*What you are asked to do:* Check each line of the listing for the string "graph". Copy those where it appears.

*Material for the task:*
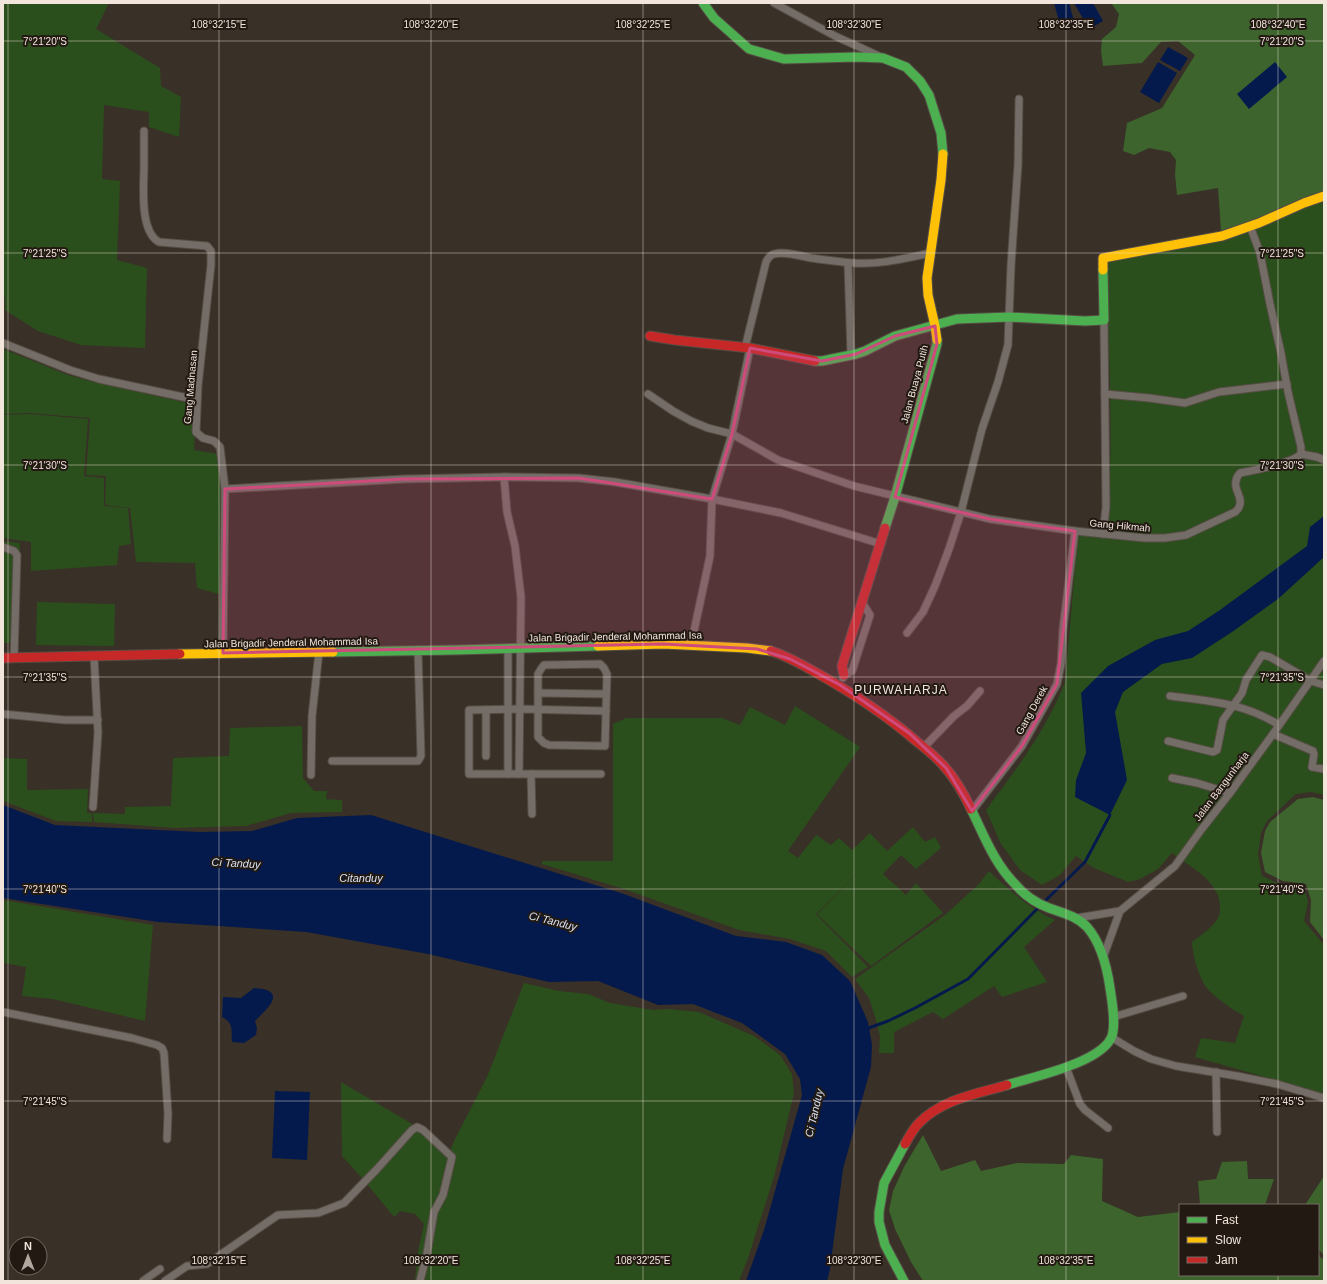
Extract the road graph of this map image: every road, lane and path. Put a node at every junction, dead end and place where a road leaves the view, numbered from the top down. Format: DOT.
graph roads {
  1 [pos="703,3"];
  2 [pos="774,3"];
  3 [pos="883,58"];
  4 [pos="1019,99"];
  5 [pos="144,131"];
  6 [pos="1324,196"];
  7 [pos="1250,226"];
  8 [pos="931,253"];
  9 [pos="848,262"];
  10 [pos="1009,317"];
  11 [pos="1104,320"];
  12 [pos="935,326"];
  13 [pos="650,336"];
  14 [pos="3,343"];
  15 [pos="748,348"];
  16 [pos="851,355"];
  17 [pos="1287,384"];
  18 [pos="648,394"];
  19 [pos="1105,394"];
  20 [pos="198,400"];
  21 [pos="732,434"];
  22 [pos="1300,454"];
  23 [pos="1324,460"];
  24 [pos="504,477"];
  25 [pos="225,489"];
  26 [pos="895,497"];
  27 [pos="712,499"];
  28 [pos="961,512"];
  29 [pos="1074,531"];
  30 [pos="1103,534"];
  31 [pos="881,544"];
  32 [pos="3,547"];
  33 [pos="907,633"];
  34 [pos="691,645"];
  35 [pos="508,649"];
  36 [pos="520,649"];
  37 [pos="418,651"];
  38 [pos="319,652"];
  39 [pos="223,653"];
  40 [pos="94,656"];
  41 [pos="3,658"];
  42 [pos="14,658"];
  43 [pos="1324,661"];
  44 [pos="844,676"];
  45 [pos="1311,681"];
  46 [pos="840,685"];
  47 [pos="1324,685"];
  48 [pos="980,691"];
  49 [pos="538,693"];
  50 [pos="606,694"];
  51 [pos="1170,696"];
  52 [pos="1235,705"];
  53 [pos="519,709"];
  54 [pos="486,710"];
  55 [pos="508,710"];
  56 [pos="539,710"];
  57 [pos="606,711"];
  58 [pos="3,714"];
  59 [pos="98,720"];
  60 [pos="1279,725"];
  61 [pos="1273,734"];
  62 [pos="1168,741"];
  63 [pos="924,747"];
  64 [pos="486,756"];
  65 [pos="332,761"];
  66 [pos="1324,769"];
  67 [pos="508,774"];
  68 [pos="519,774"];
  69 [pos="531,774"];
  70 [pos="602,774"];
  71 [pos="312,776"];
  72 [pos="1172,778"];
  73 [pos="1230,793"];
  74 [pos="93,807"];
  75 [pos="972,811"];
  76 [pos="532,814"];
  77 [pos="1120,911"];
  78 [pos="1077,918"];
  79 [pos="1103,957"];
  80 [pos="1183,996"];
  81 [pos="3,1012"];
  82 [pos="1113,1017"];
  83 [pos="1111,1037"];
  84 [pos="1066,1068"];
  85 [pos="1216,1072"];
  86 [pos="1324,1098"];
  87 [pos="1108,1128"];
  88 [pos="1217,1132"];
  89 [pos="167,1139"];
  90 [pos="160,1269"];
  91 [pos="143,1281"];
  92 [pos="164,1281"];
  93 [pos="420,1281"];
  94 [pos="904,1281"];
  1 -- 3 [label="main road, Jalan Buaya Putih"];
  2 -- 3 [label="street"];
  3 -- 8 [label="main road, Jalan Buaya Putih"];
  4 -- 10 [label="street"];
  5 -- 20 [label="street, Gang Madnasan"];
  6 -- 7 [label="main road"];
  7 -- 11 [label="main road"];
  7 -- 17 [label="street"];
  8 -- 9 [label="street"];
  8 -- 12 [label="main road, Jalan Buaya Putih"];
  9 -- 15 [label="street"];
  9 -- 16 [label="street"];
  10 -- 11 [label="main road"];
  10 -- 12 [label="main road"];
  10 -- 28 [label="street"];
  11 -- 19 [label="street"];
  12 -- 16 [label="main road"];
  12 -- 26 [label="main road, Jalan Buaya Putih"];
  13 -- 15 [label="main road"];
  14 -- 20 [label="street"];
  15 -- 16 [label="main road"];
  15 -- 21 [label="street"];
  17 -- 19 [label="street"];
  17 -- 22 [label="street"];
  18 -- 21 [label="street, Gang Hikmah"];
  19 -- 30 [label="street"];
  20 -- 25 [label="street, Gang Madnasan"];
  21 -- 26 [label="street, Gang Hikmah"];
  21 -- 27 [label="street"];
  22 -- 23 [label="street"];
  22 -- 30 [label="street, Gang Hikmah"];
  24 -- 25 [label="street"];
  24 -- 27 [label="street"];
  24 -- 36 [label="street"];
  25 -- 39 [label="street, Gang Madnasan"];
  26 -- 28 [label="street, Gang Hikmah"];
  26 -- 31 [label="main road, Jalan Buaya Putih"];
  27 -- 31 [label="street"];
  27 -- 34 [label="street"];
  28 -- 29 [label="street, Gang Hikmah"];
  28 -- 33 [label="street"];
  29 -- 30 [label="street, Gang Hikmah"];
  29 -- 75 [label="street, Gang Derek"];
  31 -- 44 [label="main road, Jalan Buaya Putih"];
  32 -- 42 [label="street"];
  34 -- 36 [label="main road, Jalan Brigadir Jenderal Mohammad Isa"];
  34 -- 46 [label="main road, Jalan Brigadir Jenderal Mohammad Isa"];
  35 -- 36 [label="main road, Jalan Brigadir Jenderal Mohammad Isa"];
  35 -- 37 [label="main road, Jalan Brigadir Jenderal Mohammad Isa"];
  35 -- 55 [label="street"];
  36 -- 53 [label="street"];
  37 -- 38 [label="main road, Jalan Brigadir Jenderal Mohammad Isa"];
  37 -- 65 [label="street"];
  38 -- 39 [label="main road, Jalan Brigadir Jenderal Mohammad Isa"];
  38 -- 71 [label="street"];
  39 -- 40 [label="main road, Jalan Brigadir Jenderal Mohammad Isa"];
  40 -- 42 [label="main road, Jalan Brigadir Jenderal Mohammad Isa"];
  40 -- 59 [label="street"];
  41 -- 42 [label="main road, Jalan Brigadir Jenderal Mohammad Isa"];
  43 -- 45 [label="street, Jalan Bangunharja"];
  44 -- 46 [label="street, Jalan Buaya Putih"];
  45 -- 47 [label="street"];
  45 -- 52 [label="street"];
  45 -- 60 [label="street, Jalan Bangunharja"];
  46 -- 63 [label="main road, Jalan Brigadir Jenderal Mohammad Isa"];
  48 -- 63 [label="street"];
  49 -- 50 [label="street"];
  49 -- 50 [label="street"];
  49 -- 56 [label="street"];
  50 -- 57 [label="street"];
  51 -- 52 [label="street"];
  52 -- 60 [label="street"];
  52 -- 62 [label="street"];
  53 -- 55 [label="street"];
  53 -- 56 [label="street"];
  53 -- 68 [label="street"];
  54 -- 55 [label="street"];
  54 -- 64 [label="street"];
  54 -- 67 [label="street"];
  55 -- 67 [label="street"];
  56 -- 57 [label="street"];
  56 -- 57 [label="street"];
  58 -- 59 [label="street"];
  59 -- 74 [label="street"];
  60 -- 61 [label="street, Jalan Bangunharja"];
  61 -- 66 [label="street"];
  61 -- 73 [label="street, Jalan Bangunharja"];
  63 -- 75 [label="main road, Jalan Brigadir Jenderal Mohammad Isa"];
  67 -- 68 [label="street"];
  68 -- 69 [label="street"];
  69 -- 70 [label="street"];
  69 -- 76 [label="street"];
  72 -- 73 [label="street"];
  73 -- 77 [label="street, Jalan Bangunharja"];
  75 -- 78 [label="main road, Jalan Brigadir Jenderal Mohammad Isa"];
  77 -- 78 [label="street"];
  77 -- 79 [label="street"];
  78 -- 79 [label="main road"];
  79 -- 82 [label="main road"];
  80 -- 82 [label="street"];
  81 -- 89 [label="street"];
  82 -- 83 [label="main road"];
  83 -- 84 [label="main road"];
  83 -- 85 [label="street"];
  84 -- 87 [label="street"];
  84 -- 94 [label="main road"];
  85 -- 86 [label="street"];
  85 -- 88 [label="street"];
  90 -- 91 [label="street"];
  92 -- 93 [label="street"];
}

*Result of this exercise:*
Extract the road graph of this map image: every road, lane and path. Put a node at every junction, dead end and place where a road leaves the view, numbered from the top down. Format: DOT.
graph roads {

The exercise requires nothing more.